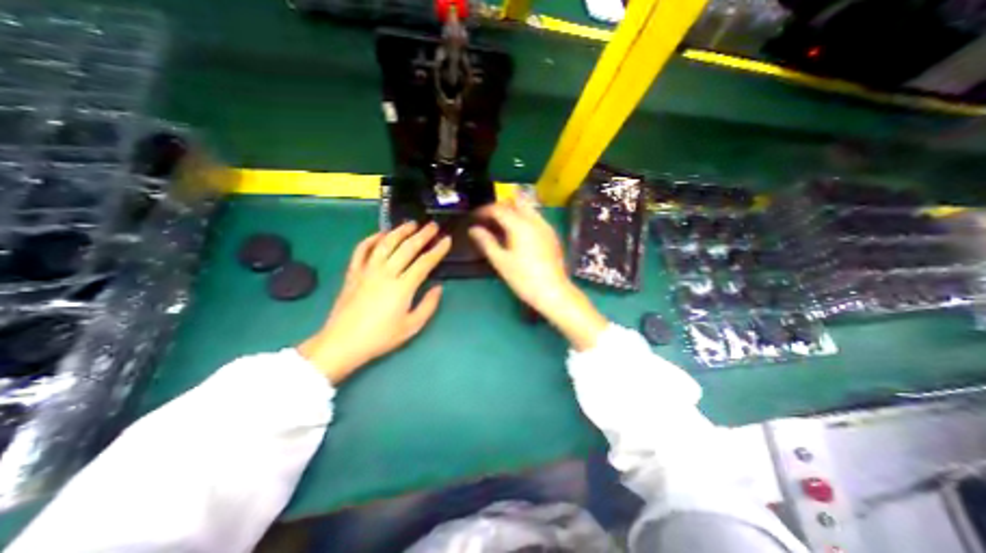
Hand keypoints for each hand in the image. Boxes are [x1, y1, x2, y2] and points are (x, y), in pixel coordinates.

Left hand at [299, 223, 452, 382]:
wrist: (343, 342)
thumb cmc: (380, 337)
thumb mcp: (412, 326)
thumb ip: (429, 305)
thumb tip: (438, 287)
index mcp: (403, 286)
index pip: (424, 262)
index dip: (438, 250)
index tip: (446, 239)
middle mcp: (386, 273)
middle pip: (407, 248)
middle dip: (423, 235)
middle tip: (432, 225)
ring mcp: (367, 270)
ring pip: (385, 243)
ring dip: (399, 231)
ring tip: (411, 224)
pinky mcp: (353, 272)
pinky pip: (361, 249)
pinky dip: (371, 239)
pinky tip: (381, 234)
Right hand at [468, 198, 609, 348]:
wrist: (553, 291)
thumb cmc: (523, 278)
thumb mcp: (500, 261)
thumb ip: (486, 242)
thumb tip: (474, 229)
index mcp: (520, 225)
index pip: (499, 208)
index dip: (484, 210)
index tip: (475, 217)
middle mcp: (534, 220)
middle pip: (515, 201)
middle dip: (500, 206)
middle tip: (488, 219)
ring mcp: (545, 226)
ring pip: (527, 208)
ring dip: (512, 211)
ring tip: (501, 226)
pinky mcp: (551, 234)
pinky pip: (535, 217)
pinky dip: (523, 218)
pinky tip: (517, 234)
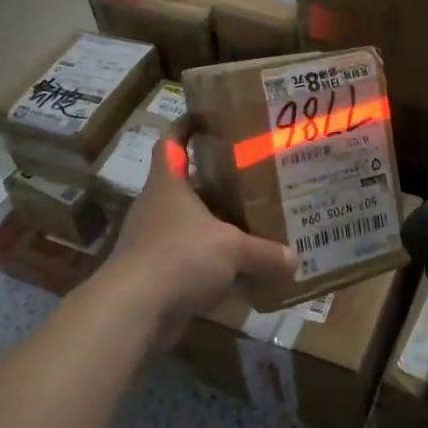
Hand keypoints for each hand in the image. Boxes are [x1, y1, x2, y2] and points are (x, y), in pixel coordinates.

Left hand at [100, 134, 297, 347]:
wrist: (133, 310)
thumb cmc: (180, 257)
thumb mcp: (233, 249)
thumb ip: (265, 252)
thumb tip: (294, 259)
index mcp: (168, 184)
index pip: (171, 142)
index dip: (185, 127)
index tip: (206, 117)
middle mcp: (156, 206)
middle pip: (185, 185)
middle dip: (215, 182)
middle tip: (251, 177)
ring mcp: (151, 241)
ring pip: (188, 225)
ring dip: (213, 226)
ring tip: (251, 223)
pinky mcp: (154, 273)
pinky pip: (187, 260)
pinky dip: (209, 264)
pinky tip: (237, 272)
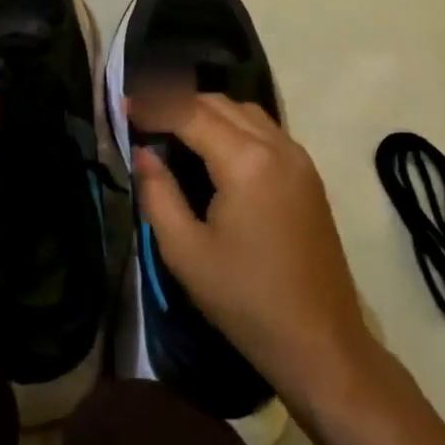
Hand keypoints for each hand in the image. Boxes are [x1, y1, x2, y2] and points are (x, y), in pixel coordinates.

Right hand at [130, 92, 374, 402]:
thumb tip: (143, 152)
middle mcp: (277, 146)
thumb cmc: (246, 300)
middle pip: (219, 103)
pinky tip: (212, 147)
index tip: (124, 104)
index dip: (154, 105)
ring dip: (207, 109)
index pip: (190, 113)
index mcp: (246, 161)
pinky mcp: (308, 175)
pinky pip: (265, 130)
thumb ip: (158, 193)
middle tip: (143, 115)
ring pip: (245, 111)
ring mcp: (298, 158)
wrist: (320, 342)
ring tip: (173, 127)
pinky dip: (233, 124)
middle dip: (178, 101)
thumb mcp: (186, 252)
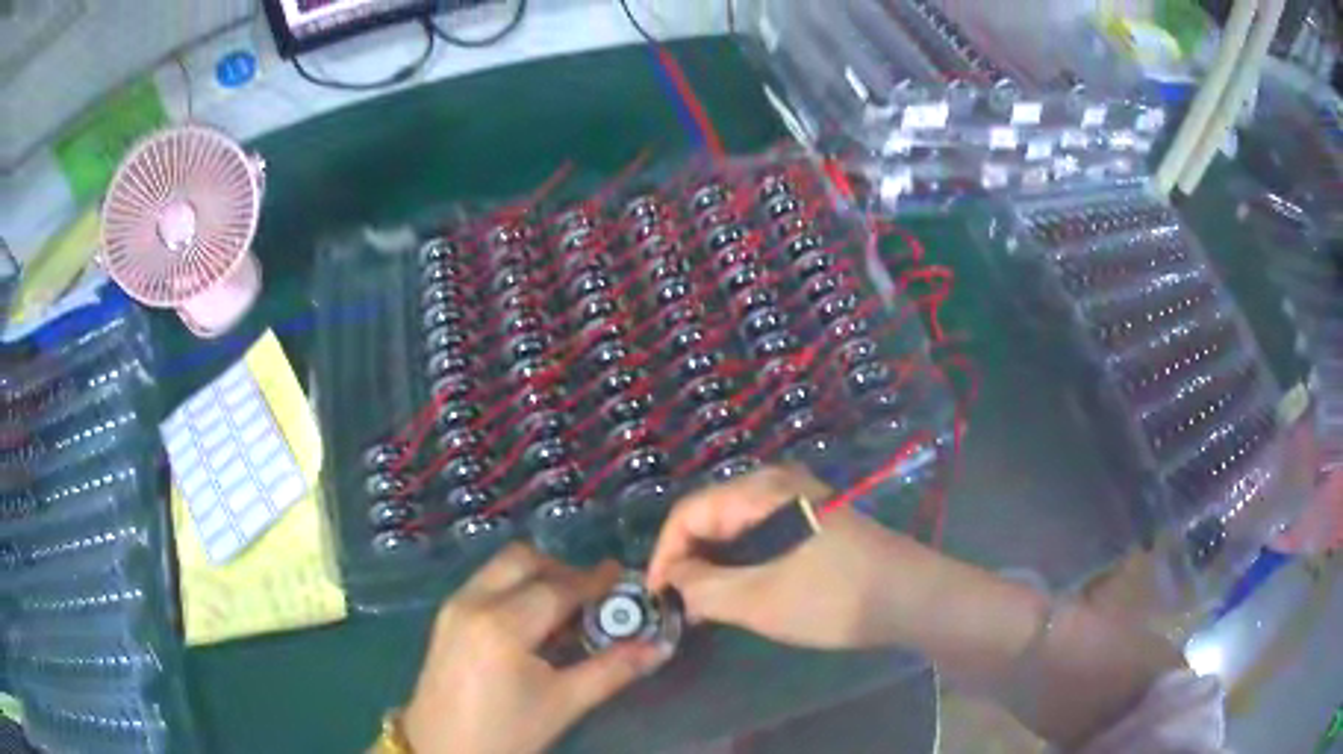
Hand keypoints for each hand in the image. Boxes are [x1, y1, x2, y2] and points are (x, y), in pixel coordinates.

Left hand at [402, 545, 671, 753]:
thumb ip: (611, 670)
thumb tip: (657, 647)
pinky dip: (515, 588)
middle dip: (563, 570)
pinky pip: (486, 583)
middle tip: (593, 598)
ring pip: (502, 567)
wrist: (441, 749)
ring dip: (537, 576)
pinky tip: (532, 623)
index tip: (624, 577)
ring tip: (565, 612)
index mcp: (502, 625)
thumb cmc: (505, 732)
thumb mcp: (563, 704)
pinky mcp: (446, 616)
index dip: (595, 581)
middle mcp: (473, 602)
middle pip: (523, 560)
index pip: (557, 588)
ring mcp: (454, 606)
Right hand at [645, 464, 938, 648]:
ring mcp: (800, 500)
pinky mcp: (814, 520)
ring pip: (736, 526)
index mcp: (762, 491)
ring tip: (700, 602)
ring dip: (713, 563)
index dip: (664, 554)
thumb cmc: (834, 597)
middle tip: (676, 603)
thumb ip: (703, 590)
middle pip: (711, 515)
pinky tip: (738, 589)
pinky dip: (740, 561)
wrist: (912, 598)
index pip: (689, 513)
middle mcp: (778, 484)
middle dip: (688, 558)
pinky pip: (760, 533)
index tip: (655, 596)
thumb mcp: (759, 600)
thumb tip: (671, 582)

-------

▸ **Problem to work on**
Pictures stay out; reproduce every line of the records exactly.

▸ **Exercise response**
Hand keypoints for each hand in the image. Boxes are [x1, y1, x2, y2] and points are (x, y), in pixel coordinates.

Left hand at [299, 223, 452, 382]:
wrist: (343, 342)
thumb cmc: (380, 337)
thumb mcp: (412, 326)
thumb ip: (429, 305)
thumb tip: (438, 287)
index mcp: (403, 286)
index pip: (424, 262)
index dip: (438, 250)
index tip: (446, 239)
middle mcp: (386, 273)
middle pip: (407, 248)
middle dip: (423, 235)
middle tip: (432, 225)
ring mcp: (367, 270)
ring pip: (385, 243)
ring dip: (399, 231)
ring tip: (411, 224)
pinky mcp: (353, 272)
pinky pip: (361, 249)
pinky dip: (371, 239)
pinky tip: (381, 234)
Right hand at [468, 198, 609, 348]:
wrist: (553, 291)
thumb cmc: (523, 278)
thumb mcp: (500, 261)
thumb ip: (486, 242)
thumb tip: (474, 229)
index mcp: (520, 225)
index pip: (499, 208)
index dip: (484, 210)
index tip: (475, 217)
middle mcp: (534, 220)
middle pip: (515, 201)
middle dip: (500, 206)
middle tip: (488, 219)
ring mcp: (545, 226)
ring pip: (527, 208)
ring dip: (512, 211)
ring tip: (501, 226)
pinky mcp: (551, 234)
pinky pip: (535, 217)
pinky dip: (523, 218)
pinky tip: (517, 234)
Hand keypoints for each hand in the image. Boxes are [x1, y1, x2, y2] and points are (x, y), in pixel coordinates.

Left hand at [100, 134, 297, 347]:
wrist: (133, 310)
thumb cmc: (180, 257)
thumb mcp: (233, 249)
thumb ip: (265, 252)
thumb tip: (294, 259)
index mcp: (168, 184)
index pip: (171, 142)
index dip: (185, 127)
index tip: (206, 117)
middle mcp: (156, 206)
middle pip: (185, 185)
middle dip: (215, 182)
middle tip: (251, 177)
ring mcp: (151, 241)
ring pip: (188, 225)
ring dip: (213, 226)
ring tip: (251, 223)
pinky mcp: (154, 273)
pinky pip: (187, 260)
pinky dip: (209, 264)
pinky tip: (237, 272)
Hand keypoints for each hand in the image. Boxes are [x1, y1, x2, y2] and points are (x, y), in pixel coordinates.

Right hand at [130, 92, 374, 402]:
thumb tip: (143, 152)
middle mcp: (277, 146)
thumb cmc: (246, 300)
middle pip: (219, 103)
pinky tip: (212, 147)
index tip: (124, 104)
index dip: (154, 105)
ring dip: (207, 109)
index pip: (190, 113)
index mcp: (246, 161)
pinky mcp: (308, 175)
pinky pip: (265, 130)
thumb ip: (158, 193)
middle tip: (143, 115)
ring pip: (245, 111)
ring mcp: (298, 158)
wrist: (320, 342)
ring tip: (173, 127)
pinky dip: (233, 124)
middle dip: (178, 101)
thumb mcp: (186, 252)
Hand keypoints for each hand in the image. Boxes are [x1, y1, x2, y2] and points are (x, y), in pixel coordinates.

Left hand at [402, 545, 671, 753]:
thumb ip: (611, 670)
thumb tip: (657, 647)
pinky dip: (515, 588)
middle dip: (563, 570)
pinky pip: (486, 583)
middle tip: (593, 598)
ring pip: (502, 567)
wrist: (441, 749)
ring dip: (537, 576)
pinky tip: (532, 623)
index tip: (624, 577)
ring tip: (565, 612)
index mcp: (502, 625)
thumb cmc: (505, 732)
thumb mcp: (563, 704)
pinky mcp: (446, 616)
index dip: (595, 581)
middle mcp: (473, 602)
middle pip: (523, 560)
index pip: (557, 588)
ring mcp: (454, 606)
Right hand at [645, 464, 938, 648]:
ring mcp: (800, 500)
pinky mcp: (814, 520)
ring pip: (736, 526)
index mcp: (762, 491)
ring tip: (700, 602)
ring dip: (713, 563)
index dip: (664, 554)
thumb cmc: (834, 597)
middle tip: (676, 603)
thumb ip: (703, 590)
middle pip: (711, 515)
pinky tip: (738, 589)
pinky dip: (740, 561)
wrist: (912, 598)
index pip: (689, 513)
middle mcp: (778, 484)
middle dip: (688, 558)
pinky pip: (760, 533)
index tip: (655, 596)
thumb mcp: (759, 600)
thumb tip: (671, 582)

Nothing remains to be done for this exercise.